[Dataset content]

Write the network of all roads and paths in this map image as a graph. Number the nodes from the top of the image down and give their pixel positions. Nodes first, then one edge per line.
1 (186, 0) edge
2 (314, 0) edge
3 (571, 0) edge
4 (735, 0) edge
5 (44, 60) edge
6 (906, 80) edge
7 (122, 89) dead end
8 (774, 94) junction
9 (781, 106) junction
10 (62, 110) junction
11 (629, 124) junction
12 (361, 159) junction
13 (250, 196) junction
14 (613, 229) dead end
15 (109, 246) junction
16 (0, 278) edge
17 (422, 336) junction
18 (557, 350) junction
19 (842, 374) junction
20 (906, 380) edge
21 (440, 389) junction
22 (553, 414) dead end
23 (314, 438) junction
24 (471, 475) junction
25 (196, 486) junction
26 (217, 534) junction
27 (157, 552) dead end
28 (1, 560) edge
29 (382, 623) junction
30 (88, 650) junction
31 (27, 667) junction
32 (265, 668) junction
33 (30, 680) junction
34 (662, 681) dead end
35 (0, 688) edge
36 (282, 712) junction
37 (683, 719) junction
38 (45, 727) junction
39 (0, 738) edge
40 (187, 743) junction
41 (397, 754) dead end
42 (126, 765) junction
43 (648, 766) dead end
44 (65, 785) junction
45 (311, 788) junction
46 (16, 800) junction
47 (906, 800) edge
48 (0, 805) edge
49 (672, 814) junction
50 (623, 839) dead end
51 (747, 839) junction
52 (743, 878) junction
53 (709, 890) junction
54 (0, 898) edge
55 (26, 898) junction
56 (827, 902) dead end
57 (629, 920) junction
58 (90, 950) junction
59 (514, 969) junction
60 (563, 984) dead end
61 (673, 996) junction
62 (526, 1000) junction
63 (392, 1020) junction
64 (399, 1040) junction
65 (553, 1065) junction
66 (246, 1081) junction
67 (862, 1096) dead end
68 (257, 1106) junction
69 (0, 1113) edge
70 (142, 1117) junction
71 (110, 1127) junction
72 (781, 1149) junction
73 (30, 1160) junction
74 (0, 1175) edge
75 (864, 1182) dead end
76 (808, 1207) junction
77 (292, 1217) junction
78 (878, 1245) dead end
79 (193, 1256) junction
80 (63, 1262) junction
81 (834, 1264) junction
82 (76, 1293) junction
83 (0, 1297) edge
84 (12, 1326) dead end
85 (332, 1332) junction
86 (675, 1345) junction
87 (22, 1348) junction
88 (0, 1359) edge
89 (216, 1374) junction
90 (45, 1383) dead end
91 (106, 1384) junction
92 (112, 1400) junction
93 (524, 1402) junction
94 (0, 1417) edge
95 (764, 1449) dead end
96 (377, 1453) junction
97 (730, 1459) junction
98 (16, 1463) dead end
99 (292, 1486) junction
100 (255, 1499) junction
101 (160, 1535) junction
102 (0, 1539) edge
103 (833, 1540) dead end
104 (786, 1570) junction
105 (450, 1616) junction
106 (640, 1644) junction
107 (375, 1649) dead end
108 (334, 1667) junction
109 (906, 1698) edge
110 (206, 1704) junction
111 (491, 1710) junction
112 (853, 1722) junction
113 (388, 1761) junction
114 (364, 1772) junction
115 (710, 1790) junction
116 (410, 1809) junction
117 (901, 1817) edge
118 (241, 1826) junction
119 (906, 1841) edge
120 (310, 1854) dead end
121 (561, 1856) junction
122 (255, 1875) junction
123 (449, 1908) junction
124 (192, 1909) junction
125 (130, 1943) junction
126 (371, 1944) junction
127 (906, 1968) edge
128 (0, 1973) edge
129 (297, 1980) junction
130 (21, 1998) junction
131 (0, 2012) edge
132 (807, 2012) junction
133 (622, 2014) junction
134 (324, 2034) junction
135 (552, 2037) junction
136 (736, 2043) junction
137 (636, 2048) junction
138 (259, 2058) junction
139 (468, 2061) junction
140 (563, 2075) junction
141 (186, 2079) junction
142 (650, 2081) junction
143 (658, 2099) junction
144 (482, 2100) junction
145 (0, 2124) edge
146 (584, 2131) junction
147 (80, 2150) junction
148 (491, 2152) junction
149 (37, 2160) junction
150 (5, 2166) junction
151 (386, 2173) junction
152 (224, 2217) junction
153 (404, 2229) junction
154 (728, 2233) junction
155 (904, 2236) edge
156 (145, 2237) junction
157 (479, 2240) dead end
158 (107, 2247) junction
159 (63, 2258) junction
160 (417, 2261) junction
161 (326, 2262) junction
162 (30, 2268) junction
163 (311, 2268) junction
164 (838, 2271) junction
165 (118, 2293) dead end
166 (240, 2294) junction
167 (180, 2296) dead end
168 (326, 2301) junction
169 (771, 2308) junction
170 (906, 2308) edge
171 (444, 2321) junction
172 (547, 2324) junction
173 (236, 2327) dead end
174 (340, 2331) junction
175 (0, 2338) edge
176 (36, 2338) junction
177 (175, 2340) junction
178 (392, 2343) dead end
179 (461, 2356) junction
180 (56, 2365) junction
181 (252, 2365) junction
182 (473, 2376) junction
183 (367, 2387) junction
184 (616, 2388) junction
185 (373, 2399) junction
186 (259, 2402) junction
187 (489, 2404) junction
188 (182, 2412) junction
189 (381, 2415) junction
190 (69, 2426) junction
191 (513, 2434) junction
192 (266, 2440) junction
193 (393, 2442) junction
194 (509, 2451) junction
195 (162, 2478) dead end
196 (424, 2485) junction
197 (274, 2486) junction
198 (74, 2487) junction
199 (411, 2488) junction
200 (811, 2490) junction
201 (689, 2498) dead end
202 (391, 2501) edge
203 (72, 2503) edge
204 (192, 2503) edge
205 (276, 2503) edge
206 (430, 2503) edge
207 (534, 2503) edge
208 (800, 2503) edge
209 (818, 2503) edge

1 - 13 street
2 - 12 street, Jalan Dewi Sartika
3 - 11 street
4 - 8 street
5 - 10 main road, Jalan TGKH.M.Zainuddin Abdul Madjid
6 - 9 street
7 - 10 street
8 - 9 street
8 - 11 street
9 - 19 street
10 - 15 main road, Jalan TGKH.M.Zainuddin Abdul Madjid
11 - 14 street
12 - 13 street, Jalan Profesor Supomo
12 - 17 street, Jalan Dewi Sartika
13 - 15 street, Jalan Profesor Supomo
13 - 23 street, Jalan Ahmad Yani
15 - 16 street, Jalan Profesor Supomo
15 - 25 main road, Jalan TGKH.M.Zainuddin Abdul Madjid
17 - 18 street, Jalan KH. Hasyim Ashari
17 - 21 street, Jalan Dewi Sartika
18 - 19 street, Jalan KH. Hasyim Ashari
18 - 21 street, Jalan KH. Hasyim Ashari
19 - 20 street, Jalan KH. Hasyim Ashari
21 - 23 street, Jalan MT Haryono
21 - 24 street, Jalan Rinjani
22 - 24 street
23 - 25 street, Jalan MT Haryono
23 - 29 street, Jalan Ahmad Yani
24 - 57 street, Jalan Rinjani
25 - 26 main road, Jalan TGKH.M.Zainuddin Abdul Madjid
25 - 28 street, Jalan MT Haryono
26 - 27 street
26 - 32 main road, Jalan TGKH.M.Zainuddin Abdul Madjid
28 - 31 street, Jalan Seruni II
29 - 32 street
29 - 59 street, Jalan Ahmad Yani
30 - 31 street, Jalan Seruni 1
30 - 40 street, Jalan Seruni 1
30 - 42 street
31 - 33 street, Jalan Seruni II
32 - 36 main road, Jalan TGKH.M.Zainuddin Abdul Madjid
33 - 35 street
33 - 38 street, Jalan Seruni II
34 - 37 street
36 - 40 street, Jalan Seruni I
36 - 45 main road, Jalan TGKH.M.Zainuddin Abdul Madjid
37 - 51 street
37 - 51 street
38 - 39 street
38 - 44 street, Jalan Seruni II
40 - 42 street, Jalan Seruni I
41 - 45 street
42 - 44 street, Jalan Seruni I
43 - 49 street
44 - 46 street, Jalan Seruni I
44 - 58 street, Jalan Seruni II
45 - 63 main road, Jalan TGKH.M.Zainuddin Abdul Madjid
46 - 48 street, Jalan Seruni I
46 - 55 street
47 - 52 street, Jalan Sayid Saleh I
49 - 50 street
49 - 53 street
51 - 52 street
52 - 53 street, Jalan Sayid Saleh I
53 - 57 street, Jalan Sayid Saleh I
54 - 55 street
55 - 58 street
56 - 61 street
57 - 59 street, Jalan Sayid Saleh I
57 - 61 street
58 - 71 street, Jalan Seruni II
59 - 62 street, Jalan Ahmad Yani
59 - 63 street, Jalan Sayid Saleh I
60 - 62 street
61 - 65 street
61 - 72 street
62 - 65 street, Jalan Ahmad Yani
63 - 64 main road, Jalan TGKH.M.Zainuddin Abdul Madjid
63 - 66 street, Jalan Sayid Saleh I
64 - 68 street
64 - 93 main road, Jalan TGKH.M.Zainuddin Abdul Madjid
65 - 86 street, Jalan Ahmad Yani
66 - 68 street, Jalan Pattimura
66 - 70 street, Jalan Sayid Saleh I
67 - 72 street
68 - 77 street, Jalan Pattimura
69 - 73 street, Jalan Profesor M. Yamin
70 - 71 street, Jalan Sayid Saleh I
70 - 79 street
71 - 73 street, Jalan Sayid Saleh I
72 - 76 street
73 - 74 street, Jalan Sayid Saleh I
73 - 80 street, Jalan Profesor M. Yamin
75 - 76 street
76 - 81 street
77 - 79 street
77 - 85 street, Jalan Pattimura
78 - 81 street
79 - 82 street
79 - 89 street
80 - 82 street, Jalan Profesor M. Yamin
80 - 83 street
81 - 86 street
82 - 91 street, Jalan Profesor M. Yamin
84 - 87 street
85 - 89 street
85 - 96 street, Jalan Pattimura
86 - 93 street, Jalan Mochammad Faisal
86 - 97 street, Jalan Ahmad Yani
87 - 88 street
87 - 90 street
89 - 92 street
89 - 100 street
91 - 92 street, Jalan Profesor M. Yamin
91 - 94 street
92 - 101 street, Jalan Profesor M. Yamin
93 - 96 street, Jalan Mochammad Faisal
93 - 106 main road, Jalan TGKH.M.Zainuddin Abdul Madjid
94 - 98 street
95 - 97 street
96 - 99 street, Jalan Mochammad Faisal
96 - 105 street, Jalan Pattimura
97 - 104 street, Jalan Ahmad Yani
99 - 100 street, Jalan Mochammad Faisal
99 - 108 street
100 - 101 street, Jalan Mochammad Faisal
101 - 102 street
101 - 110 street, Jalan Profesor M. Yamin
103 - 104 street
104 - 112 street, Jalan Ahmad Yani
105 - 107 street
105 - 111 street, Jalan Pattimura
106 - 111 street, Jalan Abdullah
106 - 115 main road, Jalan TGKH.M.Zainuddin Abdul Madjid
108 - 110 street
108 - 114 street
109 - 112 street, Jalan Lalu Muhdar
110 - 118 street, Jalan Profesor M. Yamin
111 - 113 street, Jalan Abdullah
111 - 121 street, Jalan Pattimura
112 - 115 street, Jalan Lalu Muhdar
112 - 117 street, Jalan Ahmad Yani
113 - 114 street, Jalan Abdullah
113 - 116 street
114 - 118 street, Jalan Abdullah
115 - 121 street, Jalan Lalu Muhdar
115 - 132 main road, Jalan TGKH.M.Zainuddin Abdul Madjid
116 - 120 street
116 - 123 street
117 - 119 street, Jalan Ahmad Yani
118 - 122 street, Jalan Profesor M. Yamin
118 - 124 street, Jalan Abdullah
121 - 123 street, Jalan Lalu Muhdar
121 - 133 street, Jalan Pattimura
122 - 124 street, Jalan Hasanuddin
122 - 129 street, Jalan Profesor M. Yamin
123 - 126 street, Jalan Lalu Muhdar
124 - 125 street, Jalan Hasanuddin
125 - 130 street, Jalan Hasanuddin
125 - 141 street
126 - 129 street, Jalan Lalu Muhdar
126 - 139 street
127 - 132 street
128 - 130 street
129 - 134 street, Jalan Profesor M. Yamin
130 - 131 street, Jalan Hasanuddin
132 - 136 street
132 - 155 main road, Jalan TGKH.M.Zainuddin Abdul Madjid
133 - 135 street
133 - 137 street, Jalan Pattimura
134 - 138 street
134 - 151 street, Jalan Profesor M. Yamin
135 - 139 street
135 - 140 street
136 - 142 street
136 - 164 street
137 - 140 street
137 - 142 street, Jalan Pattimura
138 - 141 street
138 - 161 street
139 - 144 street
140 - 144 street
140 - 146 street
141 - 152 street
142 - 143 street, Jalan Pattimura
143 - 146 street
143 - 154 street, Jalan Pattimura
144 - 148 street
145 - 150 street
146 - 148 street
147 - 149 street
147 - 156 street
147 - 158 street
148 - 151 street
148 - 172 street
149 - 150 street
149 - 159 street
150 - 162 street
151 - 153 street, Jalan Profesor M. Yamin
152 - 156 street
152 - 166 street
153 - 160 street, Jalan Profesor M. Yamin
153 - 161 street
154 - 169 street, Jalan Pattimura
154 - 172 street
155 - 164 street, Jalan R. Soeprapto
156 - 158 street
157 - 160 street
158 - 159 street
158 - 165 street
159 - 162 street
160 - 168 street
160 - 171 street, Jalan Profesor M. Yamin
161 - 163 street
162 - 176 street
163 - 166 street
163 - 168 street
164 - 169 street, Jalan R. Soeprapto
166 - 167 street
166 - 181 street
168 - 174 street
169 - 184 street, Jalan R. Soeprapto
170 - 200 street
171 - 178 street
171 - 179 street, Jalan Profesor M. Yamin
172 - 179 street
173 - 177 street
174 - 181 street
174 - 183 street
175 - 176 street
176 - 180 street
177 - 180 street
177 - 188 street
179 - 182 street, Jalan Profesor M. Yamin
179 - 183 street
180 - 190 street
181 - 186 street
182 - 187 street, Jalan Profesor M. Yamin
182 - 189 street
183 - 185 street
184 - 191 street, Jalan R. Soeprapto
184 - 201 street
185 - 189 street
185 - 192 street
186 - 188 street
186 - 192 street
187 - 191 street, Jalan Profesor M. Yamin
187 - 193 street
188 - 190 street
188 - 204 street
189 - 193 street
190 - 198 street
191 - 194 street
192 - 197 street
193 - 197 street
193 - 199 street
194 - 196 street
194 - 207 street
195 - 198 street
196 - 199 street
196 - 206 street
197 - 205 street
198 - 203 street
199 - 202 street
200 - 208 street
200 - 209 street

[/Dataset content]

→ **Problem to work on**
Across the whole listing above, find every line with the string "Abdullah" and copy it.

→ **Your solution**
106 - 111 street, Jalan Abdullah
111 - 113 street, Jalan Abdullah
113 - 114 street, Jalan Abdullah
114 - 118 street, Jalan Abdullah
118 - 124 street, Jalan Abdullah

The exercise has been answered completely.